Ressaltemos, em acréscimo, como a pintura corporal pode assumir entre os ameríndios a função de uma veste de proteção, traz saúde e faz do corpo tingido um corpo forte. O corpo nu, a vida nua pintada, estaria, com os contornos das tintas, tutelado contra inimigos exteriores. Mais protegido na medida em que está cerimonialmente pintado. Isabel Taukane escreve que na cultura do seu povo, há casos nos quais “se recebe uma determinada pintura com urucum para afastar os iamyras (espíritos das doenças e má sorte), uma espécie de veste de proteção. Acredita-se aqui que o corpo untado com a tinta do vegetal estará resguardado na sua materialidade” (pp. 134-135). E assim vemos o corpo nu, muitas vezes em nossa linguagem comum associado à fragilidade e à vulnerabilidade, no espólio de Agamben vinculado ao desprovimento, à desproteção, à retirada do estatuto jurídico e da cidadania, relacionado à proteção e à potência. Pelo que podemos encontrar na literatura acadêmica produzida por pesquisadores indígenas, essa é uma tônica no costume da pintura corporal. Gilson Tiago, na dissertação de mestrado Kixovoku Hômo Terenoe: um estudo antropológico sobre o jeito Terena de se pintar, observa que a comunidade tem na pintura corporal o modo de preservar a sua identidade tradicional, de diferenciar grupos internos e de chamar o bom viver, assim como obter a proteção e a promoção da harmonia e da saúde (cf. Tiago, 2019, pp. 53-55). Helena Indiara Ferreira Corezomaé, na dissertação de mestrado Pinturas corporais: revitalização de uma expressão cultural Umutina/Balatiponé, mostra que a arte da pintura corporal permite identificar o pertencimento, demarcar algum momento específico, expressar o modo de ser, viver e pensar, viabilizar a comunicação entre si, entre parentes indígenas e pessoas não indígenas, proteger contra espíritos da mata e dos insetos na hora da caça e da pesca (cf. Corezomaé, 2018, pp. 48-50 e 57-58). Em todas as circunstâncias, o corpo se fortalece, cresce em sua potência.
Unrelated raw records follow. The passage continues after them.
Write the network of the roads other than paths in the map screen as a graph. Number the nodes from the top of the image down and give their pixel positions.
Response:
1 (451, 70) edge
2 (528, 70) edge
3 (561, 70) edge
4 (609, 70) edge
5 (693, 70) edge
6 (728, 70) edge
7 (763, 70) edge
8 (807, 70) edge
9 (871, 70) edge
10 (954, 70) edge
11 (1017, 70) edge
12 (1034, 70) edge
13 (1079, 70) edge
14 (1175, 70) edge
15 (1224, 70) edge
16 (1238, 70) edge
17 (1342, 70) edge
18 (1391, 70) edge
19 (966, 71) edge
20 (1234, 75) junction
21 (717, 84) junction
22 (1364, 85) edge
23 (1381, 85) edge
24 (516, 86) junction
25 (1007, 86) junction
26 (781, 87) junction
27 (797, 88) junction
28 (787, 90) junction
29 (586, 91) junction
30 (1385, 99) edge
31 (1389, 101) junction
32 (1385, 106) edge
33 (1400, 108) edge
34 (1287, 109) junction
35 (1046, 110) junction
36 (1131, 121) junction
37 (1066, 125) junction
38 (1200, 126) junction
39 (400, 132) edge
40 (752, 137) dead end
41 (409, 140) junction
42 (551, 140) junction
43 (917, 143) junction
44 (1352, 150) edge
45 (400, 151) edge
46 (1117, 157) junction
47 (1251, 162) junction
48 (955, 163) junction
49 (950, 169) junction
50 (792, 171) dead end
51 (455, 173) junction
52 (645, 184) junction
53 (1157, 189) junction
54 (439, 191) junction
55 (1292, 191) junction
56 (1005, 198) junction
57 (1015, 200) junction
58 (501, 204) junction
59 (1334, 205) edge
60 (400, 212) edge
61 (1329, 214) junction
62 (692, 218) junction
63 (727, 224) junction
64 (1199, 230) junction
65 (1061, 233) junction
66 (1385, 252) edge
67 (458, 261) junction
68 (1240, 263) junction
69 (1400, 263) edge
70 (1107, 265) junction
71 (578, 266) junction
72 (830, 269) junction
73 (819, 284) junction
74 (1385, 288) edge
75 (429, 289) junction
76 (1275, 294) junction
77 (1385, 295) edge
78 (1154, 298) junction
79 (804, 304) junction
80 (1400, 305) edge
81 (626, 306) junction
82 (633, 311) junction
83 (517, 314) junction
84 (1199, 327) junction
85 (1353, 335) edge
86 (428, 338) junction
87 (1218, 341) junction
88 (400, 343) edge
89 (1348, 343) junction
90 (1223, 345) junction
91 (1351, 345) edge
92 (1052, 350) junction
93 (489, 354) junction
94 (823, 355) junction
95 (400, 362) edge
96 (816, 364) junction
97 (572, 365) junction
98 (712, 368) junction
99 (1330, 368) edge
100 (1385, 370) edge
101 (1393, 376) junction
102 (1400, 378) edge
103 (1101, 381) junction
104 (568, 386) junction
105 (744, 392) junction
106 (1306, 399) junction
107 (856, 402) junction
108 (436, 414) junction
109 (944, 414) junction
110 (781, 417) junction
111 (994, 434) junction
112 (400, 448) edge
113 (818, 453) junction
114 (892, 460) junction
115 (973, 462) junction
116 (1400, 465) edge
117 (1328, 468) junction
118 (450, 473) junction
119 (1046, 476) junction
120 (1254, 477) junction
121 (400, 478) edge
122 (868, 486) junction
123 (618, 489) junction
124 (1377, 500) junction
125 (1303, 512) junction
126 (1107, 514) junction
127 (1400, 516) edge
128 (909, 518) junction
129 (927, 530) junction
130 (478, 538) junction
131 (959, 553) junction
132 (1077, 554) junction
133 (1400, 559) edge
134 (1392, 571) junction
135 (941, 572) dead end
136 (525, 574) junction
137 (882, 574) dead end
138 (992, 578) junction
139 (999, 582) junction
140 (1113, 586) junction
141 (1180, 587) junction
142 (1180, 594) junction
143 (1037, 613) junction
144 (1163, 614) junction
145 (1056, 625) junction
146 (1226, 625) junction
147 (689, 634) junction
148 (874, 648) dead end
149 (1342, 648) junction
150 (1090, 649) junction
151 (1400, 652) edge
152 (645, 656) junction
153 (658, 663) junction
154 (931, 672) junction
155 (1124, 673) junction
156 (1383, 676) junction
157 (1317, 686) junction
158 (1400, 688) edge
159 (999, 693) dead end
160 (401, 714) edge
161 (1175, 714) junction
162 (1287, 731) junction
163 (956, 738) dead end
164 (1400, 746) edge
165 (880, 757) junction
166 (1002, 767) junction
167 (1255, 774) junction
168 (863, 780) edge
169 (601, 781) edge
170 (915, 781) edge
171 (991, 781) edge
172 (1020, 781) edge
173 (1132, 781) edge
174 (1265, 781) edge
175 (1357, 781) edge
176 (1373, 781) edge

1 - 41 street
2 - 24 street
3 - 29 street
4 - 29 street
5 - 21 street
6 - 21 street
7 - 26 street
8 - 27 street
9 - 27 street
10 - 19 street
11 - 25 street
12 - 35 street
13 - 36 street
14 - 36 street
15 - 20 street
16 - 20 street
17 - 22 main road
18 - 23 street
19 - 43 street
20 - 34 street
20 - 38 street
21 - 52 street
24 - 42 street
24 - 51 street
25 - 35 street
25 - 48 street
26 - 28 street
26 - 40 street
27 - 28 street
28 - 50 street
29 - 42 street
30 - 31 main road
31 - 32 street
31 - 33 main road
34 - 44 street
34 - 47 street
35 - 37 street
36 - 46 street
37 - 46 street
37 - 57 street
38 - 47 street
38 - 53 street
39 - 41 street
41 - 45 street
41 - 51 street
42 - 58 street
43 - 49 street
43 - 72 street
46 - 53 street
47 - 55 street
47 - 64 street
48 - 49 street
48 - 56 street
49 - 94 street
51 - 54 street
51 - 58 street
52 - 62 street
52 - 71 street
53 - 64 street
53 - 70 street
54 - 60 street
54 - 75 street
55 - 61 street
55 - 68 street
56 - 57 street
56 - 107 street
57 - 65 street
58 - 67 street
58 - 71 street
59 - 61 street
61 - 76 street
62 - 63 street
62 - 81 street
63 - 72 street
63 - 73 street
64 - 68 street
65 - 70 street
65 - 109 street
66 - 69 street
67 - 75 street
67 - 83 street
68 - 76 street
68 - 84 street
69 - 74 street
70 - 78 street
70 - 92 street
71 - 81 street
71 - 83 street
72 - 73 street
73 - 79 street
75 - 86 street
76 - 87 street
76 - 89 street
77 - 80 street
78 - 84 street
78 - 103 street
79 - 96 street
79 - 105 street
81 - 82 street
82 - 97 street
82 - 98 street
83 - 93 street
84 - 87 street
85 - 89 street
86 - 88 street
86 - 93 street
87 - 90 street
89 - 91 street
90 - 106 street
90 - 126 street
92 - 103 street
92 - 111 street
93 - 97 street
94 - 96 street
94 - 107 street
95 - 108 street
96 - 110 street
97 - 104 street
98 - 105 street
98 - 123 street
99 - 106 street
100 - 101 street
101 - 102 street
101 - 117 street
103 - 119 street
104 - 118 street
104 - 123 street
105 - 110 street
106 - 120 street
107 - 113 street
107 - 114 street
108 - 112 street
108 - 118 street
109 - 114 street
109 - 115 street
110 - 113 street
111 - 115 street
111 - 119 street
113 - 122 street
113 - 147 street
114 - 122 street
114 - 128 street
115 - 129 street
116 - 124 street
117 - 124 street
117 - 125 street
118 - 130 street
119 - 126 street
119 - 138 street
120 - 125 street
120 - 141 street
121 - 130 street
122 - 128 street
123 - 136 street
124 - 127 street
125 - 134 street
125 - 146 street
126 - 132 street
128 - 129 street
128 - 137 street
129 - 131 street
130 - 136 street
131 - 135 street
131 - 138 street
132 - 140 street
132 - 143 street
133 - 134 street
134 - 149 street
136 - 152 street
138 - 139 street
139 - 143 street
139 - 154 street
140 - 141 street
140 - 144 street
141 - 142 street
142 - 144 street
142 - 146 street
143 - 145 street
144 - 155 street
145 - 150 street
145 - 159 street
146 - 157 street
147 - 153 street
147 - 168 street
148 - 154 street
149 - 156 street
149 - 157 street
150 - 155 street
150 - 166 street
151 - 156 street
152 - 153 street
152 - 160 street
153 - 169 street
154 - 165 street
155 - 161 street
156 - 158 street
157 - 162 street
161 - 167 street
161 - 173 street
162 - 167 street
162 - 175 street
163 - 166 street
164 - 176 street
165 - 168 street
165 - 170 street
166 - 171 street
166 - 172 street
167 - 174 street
Na linguagem de Baruch Spinoza, se quisermos usá-la a nosso favor, e consultando a sua imensa Ética, temos que potência é poder existir (cf. Spinoza, 2016, p. 25, primeira parte, proposição onze, segunda demonstração alternativa), potência faz ser, traz para a existência, garante a existência. Se os afetos são as afecções do corpo, pelas quais sua potência de agir é aumentada ou diminuída, estimulada ou refreada, uma vez que “o corpo humano pode ser afetado de muitas maneiras, pelas quais sua potência de agir é aumentada ou diminuída” (Spinoza, 2016, p. 163, terceira parte, terceira definição conjugada com o primeiro postulado), e “o corpo humano é afetado pelos corpos exteriores de muitas maneiras” (Spinoza, 2016, p. 221, terceira parte, demonstração da proposição cinquenta e um), “o homem não se conhece a si próprio a não ser pelas afecções de seu corpo e pelas ideias dessas afecções” (Spinoza, 2016, p. 225, terceira parte, demonstração da proposição cinquenta e três). No encontro entre os corpos exteriores e em suas múltiplas afetações não apenas se torna possível o conhecimento de si como cria-se a oportunidade para o aumento da potência desses mesmos corpos e ela vem acompanhada da alegria: “quando, pois, a mente encontra-se na situação de poder considerar a si própria, o suposto, por isso mesmo. É que passa a uma perfeição maior, isto é, é afetada da alegria, a qual será tanto maior quanto mais distintamente ela puder imaginar a si própria e sua potência de agir” (Spinoza, 2016, p. 225, terceira parte, demonstração da proposição cinquenta e três). Considerando-se a natureza do nosso corpo e a natureza dos corpos e dos objetos exteriores, em um mundo em que muitos corpos e objetos exteriores se dão ao encontro, corresponde a profusão de encontros à variedade na flutuação de ânimo e de potência (cf. Spinoza, 2016, p. 229, terceira parte, demonstração da proposição cinquenta e seis). No caso da pintura corporal ameríndia, o contato da tinta com a pele, a sua inscrição geométrica a dar contornos ao tecido semirrígido da estrutura corporal, é a causa mesma do aumento de potência.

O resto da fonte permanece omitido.